------ Records provided ------
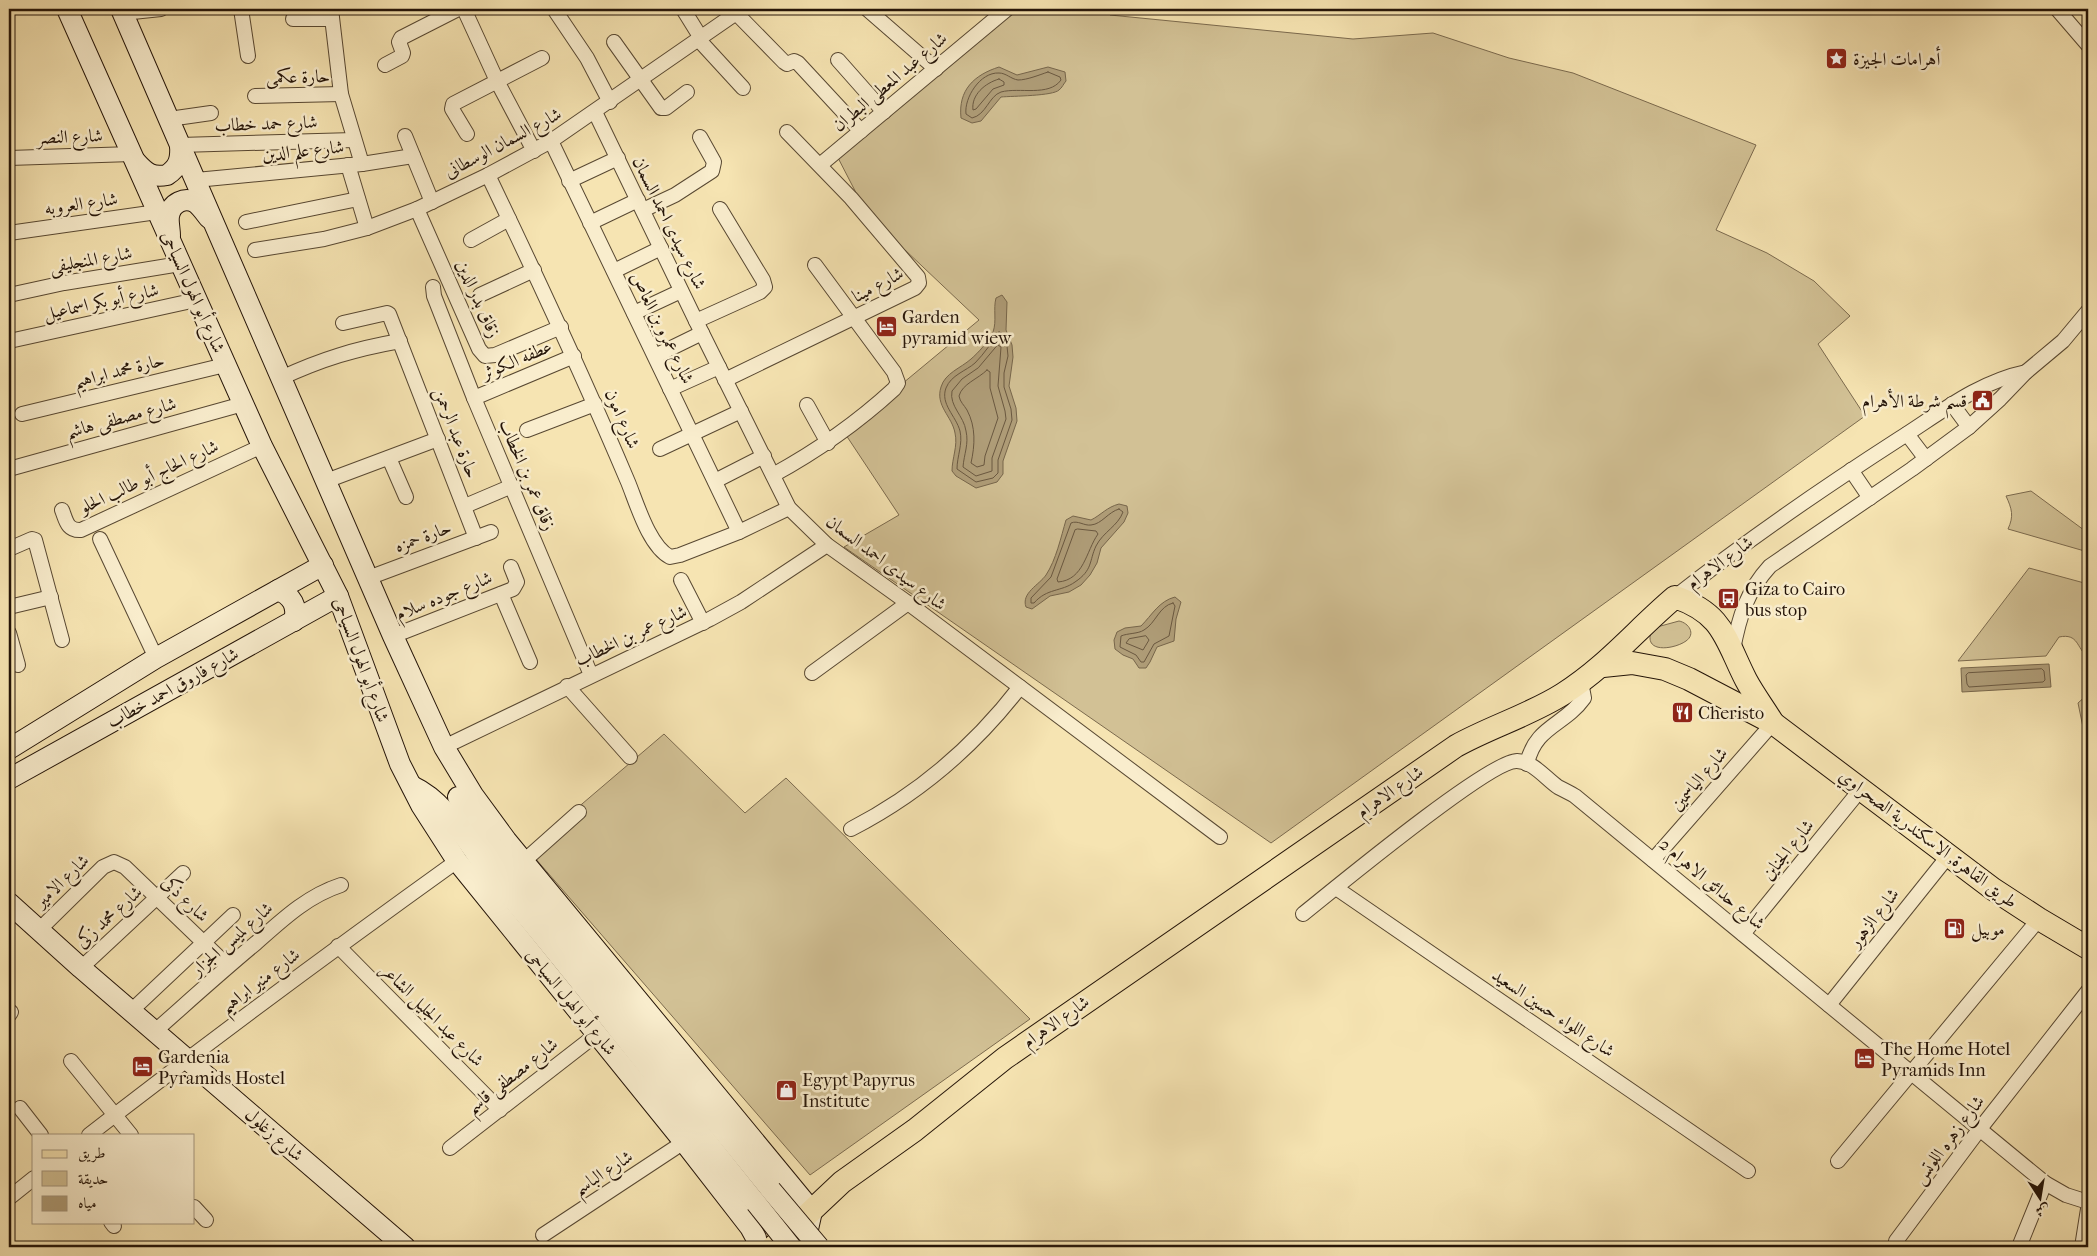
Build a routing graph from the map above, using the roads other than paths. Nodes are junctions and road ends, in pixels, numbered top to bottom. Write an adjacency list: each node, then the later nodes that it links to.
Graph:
1 (67, 9): 45 (main road, شارع أبو الهول السياحى)
2 (161, 9): 10 (street)
3 (241, 9): 18 (street)
4 (458, 9): 21 (street)
5 (464, 9): 24 (street)
6 (554, 9): 29 (street)
7 (683, 9): 15 (street)
8 (867, 9): 22 (street)
9 (1007, 9): 22 (street, شارع عبد المعطى البطران)
10 (122, 11): 33 (main road, شارع أبو الهول السياحى)
11 (739, 11): 15 (street, شارع السمان الوسطانى); 34 (street)
12 (2064, 12): 17 (street)
13 (331, 14): 14 (street); 27 (street)
14 (293, 20)
15 (699, 39): 23 (street, شارع السمان الوسطانى); 25 (street)
16 (614, 42): 23 (street)
17 (2088, 45)
18 (248, 56)
19 (542, 58): 24 (street)
20 (838, 60): 31 (street)
21 (385, 65)
22 (936, 69): 31 (street, شارع عبد المعطى البطران)
23 (641, 80): 26 (street); 29 (street, شارع السمان الوسطانى)
24 (497, 81): 36 (street); 42 (street)
25 (743, 88)
26 (687, 92)
27 (341, 94): 28 (street, حارة عكمى); 39 (street)
28 (255, 96)
29 (610, 102): 30 (street, شارع السمان الوسطانى)
30 (595, 112): 40 (street, شارع السمان الوسطانى); 46 (street, شارع سيدى احمد السمان)
31 (884, 112): 34 (street, شارع عبد المعطى البطران)
32 (211, 113): 33 (street)
33 (169, 119): 41 (main road, شارع أبو الهول السياحى)
34 (861, 131): 48 (street, شارع عبد المعطى البطران)
35 (787, 132): 48 (street, شارع مينا)
36 (467, 134)
37 (405, 136): 43 (street)
38 (700, 137): 54 (street)
39 (354, 140): 41 (street, شارع حمد خطاب); 47 (street)
40 (551, 141): 42 (street, شارع السمان الوسطانى); 51 (street, شارع عمرو بن العاص)
41 (180, 145): 45 (main road); 50 (main road, شارع أبو الهول السياحى)
42 (534, 151): 49 (street, شارع السمان الوسطانى)
43 (413, 156): 47 (street, شارع علم الدين); 53 (street)
44 (9, 158): 45 (street, شارع النصر)
45 (134, 158): 57 (main road, شارع أبو الهول السياحى)
46 (618, 158): 51 (street); 54 (street, شارع سيدى احمد السمان)
47 (355, 164): 50 (street, شارع علم الدين); 52 (street)
48 (820, 165): 79 (street, شارع مينا)
49 (488, 175): 53 (street, شارع السمان الوسطانى); 58 (street, شارع امون)
50 (196, 180): 60 (main road, شارع أبو الهول السياحى)
51 (569, 181): 61 (street, شارع عمرو بن العاص)
52 (358, 200): 59 (street); 62 (street)
53 (432, 202): 55 (street, شارع السمان الوسطانى)
54 (640, 205): 61 (street); 66 (street, شارع سيدى احمد السمان)
55 (417, 209): 62 (street, شارع السمان الوسطانى); 81 (street, زقاق بدر الدين)
56 (720, 209): 82 (street)
57 (157, 212): 63 (street, شارع العروبه); 65 (main road, شارع أبو الهول السياحى)
58 (509, 219): 64 (street); 70 (street, شارع امون)
59 (246, 222)
60 (214, 223): 65 (main road); 90 (main road, شارع أبو الهول السياحى)
61 (590, 223): 71 (street, شارع عمرو بن العاص)
62 (367, 228): 67 (street, شارع السمان الوسطانى)
63 (9, 232)
64 (471, 240)
65 (171, 241): 68 (main road, شارع أبو الهول السياحى)
66 (661, 248): 71 (street); 73 (street, شارع سيدى احمد السمان)
67 (255, 250)
68 (180, 264): 74 (street, شارع المنجليفى); 76 (main road, شارع أبو الهول السياحى)
69 (815, 265): 79 (street)
70 (534, 270): 75 (street); 81 (street, شارع امون)
71 (614, 271): 78 (street, شارع عمرو بن العاص)
72 (433, 287): 93 (street, زقاق عمر بن الخطاب)
73 (681, 291): 78 (street); 82 (street, شارع سيدى احمد السمان)
74 (9, 295)
75 (480, 295)
76 (196, 300): 83 (street, شارع أبو بكر اسماعيل); 87 (main road, شارع أبو الهول السياحى)
77 (2088, 311): 89 (street, شارع الاهرام)
78 (634, 314): 86 (street, شارع عمرو بن العاص)
79 (854, 319): 91 (street, شارع مينا); 105 (street)
80 (343, 323): 84 (street, حارة عبد الرحمن)
81 (561, 327): 85 (street, شارع امون)
82 (699, 327): 86 (street); 88 (street, شارع سيدى احمد السمان)
83 (14, 340)
84 (400, 341): 90 (street); 104 (street, حارة عبد الرحمن)
85 (574, 356): 93 (street, عطفه الكوثر); 95 (street, شارع امون)
86 (655, 356): 92 (street, شارع عمرو بن العاص)
87 (225, 364): 94 (main road, شارع أبو الهول السياحى); 99 (street, حارة محمد ابراهيم)
88 (719, 367): 91 (street, شارع سيدى احمد السمان); 92 (street)
89 (2026, 372): 96 (street, شارع الاهرام); 100 (street, شارع الاهرام)
90 (281, 378): 114 (main road, شارع أبو الهول السياحى)
91 (725, 380): 98 (street, شارع سيدى احمد السمان)
92 (670, 390): 102 (street, شارع عمرو بن العاص)
93 (474, 398): 116 (street, زقاق عمر بن الخطاب)
94 (243, 404): 106 (main road, شارع أبو الهول السياحى); 111 (street, شارع مصطفى هاشم)
95 (595, 404): 101 (street); 123 (street, شارع امون)
96 (1952, 404): 100 (street); 103 (street, شارع الاهرام)
97 (807, 405): 105 (street)
98 (741, 411): 102 (street); 108 (street, شارع سيدى احمد السمان)
99 (22, 414)
100 (1968, 427): 110 (street, شارع الاهرام)
101 (528, 430)
102 (692, 434): 107 (street); 115 (street, شارع عمرو بن العاص)
103 (1907, 434): 110 (street); 112 (street, شارع الاهرام)
104 (438, 439): 109 (street); 119 (street, حارة عبد الرحمن)
105 (828, 443): 113 (street)
106 (262, 446): 121 (street, شارع الحاج أبو طالب الحلو); 128 (main road, شارع أبو الهول السياحى)
107 (660, 449)
108 (764, 456): 113 (street, شارع سيدى احمد السمان); 115 (street)
109 (389, 458): 114 (street); 117 (street)
110 (1926, 459): 118 (street, شارع الاهرام)
111 (9, 469)
112 (1851, 470): 118 (street); 136 (street, شارع الاهرام)
113 (773, 475): 120 (street, شارع سيدى احمد السمان)
114 (326, 481): 130 (main road, شارع أبو الهول السياحى)
115 (715, 481): 123 (street, شارع عمرو بن العاص)
116 (512, 486): 119 (street); 150 (street, زقاق عمر بن الخطاب)
117 (406, 497)
118 (1870, 498): 144 (street, شارع الاهرام)
119 (464, 506): 124 (street, حارة عبد الرحمن)
120 (790, 508): 123 (street, شارع امون); 126 (street, شارع سيدى احمد السمان)
121 (62, 510)
122 (491, 532): 124 (street, حارة حمزه)
123 (739, 532)
124 (476, 538): 130 (street, حارة حمزه)
125 (100, 540): 145 (street, شارع الحاج أبو طالب الحلو)
126 (826, 545): 137 (street, شارع سيدى احمد السمان); 140 (street, شارع عمر بن الخطاب)
127 (9, 549): 135 (street)
128 (323, 565): 132 (main road, شارع فاروق احمد خطاب); 134 (main road, شارع أبو الهول السياحى)
129 (511, 567): 133 (street, شارع جوده سلام)
130 (368, 578): 142 (main road, شارع أبو الهول السياحى)
131 (681, 580): 140 (street)
132 (278, 590): 139 (main road); 145 (main road, شارع فاروق احمد خطاب)
133 (501, 594): 142 (street, شارع جوده سلام); 146 (street)
134 (338, 596): 139 (main road, شارع فاروق احمد خطاب); 160 (main road, شارع أبو الهول السياحى)
135 (52, 597): 138 (street); 143 (street)
136 (1676, 597): 144 (main road, طريق القاهرة, الاسكندرية الصحراوي); 148 (main road, شارع الاهرام)
137 (908, 603): 149 (street); 153 (street, شارع سيدى احمد السمان)
138 (9, 608)
139 (294, 621): 159 (main road, شارع فاروق احمد خطاب)
140 (703, 623): 150 (street, شارع عمر بن الخطاب)
141 (9, 633): 147 (street)
142 (393, 636): 155 (main road, شارع أبو الهول السياحى)
143 (62, 640)
144 (1733, 650): 154 (main road, طريق القاهرة, الاسكندرية الصحراوي)
145 (156, 658): 156 (main road, شارع فاروق احمد خطاب)
146 (530, 662)
147 (18, 665)
148 (1603, 666): 151 (main road, شارع الاهرام); 154 (main road, طريق القاهرة, الاسكندرية الصحراوي)
149 (812, 673)
150 (591, 675): 152 (street, شارع عمر بن الخطاب)
151 (1580, 682): 158 (street); 208 (main road, شارع الاهرام)
152 (567, 686): 155 (street, شارع عمر بن الخطاب); 157 (street)
153 (1020, 687): 163 (street); 164 (street, شارع سيدى احمد السمان)
154 (1773, 722): 161 (main road, طريق القاهرة, الاسكندرية الصحراوي); 166 (street, شارع الياسمين)
155 (444, 747): 168 (main road, شارع أبو الهول السياحى); 220 (main road, bridge)
156 (9, 749)
157 (630, 757)
158 (1527, 764): 166 (street, شارع حدائق الاهرام 2); 172 (street)
159 (9, 779)
160 (410, 785): 167 (main road, شارع أبو الهول السياحى); 218 (main road, bridge)
161 (1861, 789): 165 (main road, طريق القاهرة, الاسكندرية الصحراوي); 179 (street, شارع الجناين)
162 (579, 812): 168 (street)
163 (851, 829)
164 (1220, 837)
165 (1949, 854): 177 (main road, طريق القاهرة, الاسكندرية الصحراوي); 186 (street, شارع الزهور)
166 (1654, 860): 179 (street, شارع حدائق الاهرام 2)
167 (457, 861): 181 (street, شارع منير ابراهيم); 189 (main road, شارع أبو الهول السياحى)
168 (524, 861): 208 (main road, شارع أبو الهول السياحى)
169 (114, 862): 173 (street, شارع ذكى); 178 (street, شارع الامير)
170 (184, 873): 173 (street, شارع محمد زكى)
171 (341, 885): 183 (street, شارع لميس الجزار)
172 (1336, 888): 175 (street); 203 (street, شارع اللواء حسين السعيد)
173 (158, 898): 180 (street, شارع ذكى); 184 (street, شارع محمد زكى)
174 (9, 903): 178 (main road, شارع زغلول)
175 (1303, 914)
176 (233, 915): 180 (street)
177 (2039, 919): 182 (main road, طريق القاهرة, الاسكندرية الصحراوي); 192 (street)
178 (39, 930): 184 (main road, شارع زغلول)
179 (1743, 934): 186 (street, شارع حدائق الاهرام 2)
180 (204, 942): 183 (street, شارع ذكى); 187 (street)
181 (338, 946): 190 (street, شارع منير ابراهيم); 194 (street, شارع عبد الجليل الشاعر)
182 (2088, 948)
183 (228, 966): 188 (street, شارع لميس الجزار)
184 (81, 968): 187 (main road, شارع زغلول)
185 (2088, 991): 196 (street, شارع زهره اللوتس)
186 (1829, 1005): 192 (street, شارع حدائق الاهرام 2)
187 (131, 1012): 188 (main road, شارع زغلول)
188 (154, 1032): 190 (main road, شارع زغلول)
189 (597, 1034): 194 (street, شارع مصطفى قاسم); 200 (main road, شارع أبو الهول السياحى)
190 (186, 1059): 195 (street, شارع منير ابراهيم); 215 (main road, شارع زغلول)
191 (71, 1061): 195 (street)
192 (1911, 1073): 196 (street, شارع حدائق الاهرام 2); 202 (street)
193 (20, 1108): 197 (street)
194 (500, 1110): 201 (street, شارع مصطفى قاسم)
195 (114, 1115): 198 (street, شارع منير ابراهيم); 199 (street)
196 (1979, 1130): 205 (street, شارع حدائق الاهرام 2); 214 (street, شارع زهره اللوتس)
197 (39, 1134)
198 (90, 1134)
199 (130, 1134)
200 (684, 1142): 212 (main road, شارع أبو الهول السياحى); 213 (street, شارع الباسم)
201 (450, 1148)
202 (1838, 1161)
203 (1748, 1171)
204 (32, 1180): 206 (street)
205 (2045, 1183): 207 (street, شارع حدائق الاهرام 2); 221 (street)
206 (9, 1198)
207 (2088, 1202)
208 (806, 1204): 212 (main road); 217 (main road, شارع الاهرام); 219 (main road)
209 (195, 1208): 211 (street)
210 (2088, 1210): 222 (street)
211 (206, 1220)
212 (750, 1227): 216 (main road, شارع أبو الهول السياحى)
213 (543, 1235)
214 (1896, 1241)
215 (405, 1247)
216 (757, 1247)
217 (772, 1247)
218 (791, 1247)
219 (804, 1247)
220 (819, 1247)
221 (2019, 1247)
222 (2082, 1247)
------
Copy every line from the records above that contains the string "حمزه".

122 (491, 532): 124 (street, حارة حمزه)
124 (476, 538): 130 (street, حارة حمزه)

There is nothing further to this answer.